At present it may appear as though countries which have maintained monetary autonomy are riding this crisis better than those who don’t. Those in Greece would argue that we Brits and Americans are in a far better position than themselves. At the moment we appear to be riding the financial storm better as we are able to inject liquidity into the economy and try, desperately, to weaken our currency. However, as history shows, this is merely a temporary measure and sets us up for a bigger fall.
In a brilliant paper, published May this year, economist Jesus Huerta De Soto outlines the three reforms needed to resolve the problems currently afflicting the financial system:
- The 100 per-cent reserve requirement must be re-established. This reinstates the ‘essential principle’ of what is yours, is yours in regard to bank deposits and equivalents.
- Central banks must be abolished. Their role as lender of the last-resort becomes invalid should 100 per cent reserve requirements be enforced. Legal tender laws would also be revoked and ‘government regulations that derive from them.’
- The return to the gold standard ‘as the only world monetary standard that would provide a money supply which public authorities could not manipulate and which could restrict and discipline the inflationary yearnings of the different economic agents’.
Huerta de Soto believes the above indicates the reforms which could be implemented in the interim before moving onto a gold standard. They would help ‘permit a more sound judgement about the different economic-policy alternatives in the real world.’ Within these reforms we can see some similarities with the Euro, hence why it could prove to be a suitable interim arrangement before moving onto the gold standard.
The major argument against the Euro, heard frequently nowadays in the UK, is the inability of countries to inject liquidity whenever a crisis occurs. In the Euro countries work within a fixed-exchange style system and countries are unable to inflate their way out of their crises. Instead, learning tough lessons through austerity measures and strict new controls. As each country joined the single currency they surrendered their power over monetary policy, the ‘monetary nationalism’ has been removed.

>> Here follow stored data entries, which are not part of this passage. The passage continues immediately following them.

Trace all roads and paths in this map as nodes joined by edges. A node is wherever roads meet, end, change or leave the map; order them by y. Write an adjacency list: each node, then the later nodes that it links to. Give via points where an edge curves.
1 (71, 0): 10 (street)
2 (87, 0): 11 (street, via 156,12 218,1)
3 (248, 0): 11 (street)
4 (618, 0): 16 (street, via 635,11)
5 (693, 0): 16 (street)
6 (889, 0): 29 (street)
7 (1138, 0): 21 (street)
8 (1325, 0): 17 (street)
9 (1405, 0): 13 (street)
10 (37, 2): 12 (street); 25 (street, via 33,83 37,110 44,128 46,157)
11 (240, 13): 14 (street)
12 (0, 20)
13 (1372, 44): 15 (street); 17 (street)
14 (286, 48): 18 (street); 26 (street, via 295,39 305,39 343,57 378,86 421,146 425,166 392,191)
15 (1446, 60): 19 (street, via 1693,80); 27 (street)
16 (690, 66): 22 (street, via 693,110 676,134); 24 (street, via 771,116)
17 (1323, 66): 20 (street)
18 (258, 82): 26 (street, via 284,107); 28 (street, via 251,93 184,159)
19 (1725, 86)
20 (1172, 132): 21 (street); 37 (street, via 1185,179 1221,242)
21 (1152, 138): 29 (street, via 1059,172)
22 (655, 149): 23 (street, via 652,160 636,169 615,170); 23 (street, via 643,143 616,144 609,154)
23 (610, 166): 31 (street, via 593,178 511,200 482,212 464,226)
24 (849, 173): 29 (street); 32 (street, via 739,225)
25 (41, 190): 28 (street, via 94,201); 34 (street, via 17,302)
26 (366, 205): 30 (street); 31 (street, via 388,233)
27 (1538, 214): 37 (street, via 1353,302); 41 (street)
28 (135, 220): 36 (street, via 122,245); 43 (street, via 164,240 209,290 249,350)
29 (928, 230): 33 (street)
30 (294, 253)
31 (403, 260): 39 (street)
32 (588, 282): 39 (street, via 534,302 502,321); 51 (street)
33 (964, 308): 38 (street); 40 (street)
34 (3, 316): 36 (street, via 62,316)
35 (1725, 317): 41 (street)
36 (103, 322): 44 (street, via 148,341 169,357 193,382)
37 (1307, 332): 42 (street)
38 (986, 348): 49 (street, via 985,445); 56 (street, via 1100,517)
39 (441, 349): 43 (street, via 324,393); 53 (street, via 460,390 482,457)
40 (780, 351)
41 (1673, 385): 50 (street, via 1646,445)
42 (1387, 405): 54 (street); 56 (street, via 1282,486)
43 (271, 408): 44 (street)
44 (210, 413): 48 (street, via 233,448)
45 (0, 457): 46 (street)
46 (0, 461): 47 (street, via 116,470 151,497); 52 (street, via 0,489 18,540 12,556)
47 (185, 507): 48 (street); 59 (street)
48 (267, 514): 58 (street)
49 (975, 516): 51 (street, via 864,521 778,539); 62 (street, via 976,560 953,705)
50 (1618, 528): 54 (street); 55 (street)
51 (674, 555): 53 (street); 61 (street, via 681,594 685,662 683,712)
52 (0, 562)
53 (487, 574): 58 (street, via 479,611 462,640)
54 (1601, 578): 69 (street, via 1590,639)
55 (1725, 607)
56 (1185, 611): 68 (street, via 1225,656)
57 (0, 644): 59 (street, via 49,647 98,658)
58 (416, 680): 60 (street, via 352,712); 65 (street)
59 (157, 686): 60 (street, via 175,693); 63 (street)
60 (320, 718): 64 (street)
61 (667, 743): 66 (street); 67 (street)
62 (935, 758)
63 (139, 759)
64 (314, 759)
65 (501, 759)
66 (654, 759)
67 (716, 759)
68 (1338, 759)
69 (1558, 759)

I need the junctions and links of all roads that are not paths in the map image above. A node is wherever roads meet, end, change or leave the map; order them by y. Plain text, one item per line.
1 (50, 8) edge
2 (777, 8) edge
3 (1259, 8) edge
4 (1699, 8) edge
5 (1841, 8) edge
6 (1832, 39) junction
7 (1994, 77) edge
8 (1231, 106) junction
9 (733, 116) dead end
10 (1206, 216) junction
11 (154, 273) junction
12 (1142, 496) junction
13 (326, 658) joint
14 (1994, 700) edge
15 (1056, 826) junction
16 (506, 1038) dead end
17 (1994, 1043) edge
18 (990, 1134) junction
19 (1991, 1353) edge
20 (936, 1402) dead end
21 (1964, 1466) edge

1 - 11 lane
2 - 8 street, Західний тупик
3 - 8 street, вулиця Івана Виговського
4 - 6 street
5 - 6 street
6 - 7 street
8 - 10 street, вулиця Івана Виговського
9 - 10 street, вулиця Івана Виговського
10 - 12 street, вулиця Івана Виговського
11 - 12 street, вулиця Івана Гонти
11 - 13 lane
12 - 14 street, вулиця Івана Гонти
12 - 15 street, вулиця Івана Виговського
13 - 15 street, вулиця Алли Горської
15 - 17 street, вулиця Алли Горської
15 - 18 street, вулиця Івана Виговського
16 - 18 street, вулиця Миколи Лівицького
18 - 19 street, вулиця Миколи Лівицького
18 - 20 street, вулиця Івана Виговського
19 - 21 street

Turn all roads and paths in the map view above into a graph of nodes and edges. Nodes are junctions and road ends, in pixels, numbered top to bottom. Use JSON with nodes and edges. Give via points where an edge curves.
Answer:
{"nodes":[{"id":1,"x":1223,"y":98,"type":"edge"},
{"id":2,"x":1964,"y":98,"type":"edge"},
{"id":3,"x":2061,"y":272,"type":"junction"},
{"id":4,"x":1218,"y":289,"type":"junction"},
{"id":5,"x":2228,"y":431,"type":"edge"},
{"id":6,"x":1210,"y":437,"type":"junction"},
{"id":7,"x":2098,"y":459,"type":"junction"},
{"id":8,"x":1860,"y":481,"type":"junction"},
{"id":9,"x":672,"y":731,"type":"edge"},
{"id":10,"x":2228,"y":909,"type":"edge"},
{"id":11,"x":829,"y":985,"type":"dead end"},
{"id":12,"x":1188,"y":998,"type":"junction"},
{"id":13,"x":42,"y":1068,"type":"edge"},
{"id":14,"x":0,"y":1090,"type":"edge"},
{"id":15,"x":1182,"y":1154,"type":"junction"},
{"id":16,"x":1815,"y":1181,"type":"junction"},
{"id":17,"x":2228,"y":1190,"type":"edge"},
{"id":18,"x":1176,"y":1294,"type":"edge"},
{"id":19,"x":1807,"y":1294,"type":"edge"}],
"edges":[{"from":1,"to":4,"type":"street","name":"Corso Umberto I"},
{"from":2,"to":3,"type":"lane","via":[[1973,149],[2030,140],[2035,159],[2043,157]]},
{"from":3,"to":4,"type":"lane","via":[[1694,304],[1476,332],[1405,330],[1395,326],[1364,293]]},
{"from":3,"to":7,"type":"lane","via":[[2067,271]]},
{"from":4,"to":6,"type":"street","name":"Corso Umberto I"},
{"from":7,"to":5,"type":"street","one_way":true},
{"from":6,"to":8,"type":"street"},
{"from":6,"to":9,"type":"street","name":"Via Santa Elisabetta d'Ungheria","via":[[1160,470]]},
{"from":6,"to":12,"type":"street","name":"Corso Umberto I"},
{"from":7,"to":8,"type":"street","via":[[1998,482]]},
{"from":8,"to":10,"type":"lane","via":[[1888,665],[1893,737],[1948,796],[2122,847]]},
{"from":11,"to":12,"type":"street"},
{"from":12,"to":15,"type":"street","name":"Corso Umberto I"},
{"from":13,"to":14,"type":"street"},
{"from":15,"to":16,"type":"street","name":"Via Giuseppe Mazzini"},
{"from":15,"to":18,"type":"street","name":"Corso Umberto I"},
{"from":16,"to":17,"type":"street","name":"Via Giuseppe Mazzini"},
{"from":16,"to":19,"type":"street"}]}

Central banks have been forced to show restraint during the Euro crisis, as they, really are no longer the central bank given the ECB has usurped power from national central banks. Providing an ideal ‘training environment’ for governments and countries who were otherwise used to central banks bailing the country out and devaluing their way out of crises.
Both Hayek and Mises argued ‘monetary nationalism’ and floating exchange rates are the nemesis of a healthy economy. One of the great criticisms of the Euro, and the EU for that matter, is it removes a country’s sovereignty. When it comes to monetary arrangements, this is a preferable situation. In a gold standard the need for national monetary policy is moot.
The gold standard works a fixed exchange rate and liquidity cannot be created from thin air therefore issues cannot be temporarily inflated away.
Those feeling the brunt of the crisis at present, Greece, Spain and Ireland (and no doubt Portugal, Italy and France to follow), have been unable to take on these irresponsible measures. According to Von Mises the inability to embark on such easy monetary policy is what is needed to provide a healthy, free-market economy.
Mises wrote “The only condition required is the abandonment of an easy money policy and of the endeavours to combat imports by devaluation.”
This is an extremely brief look at this idea, but is one which I hope to come back to in the future. In the meantime, look up Jesus Huerta de Soto and his analyses. They may not seem as crazy as they at first appear.
Personally, I doubt the transfer to the next monetary system will be so smooth as to go via another monetary regime. I suspect when we do see gold fully acknowledged as money it will be though the process we are seeing take place now – central bank gold hoarding and increasing private investment.
If there were ever the opportunity to join the Euro, I wonder if the British people would allow it, at present I suspect not. However, there are many things people ten years ago thought we would never see and look where we are now.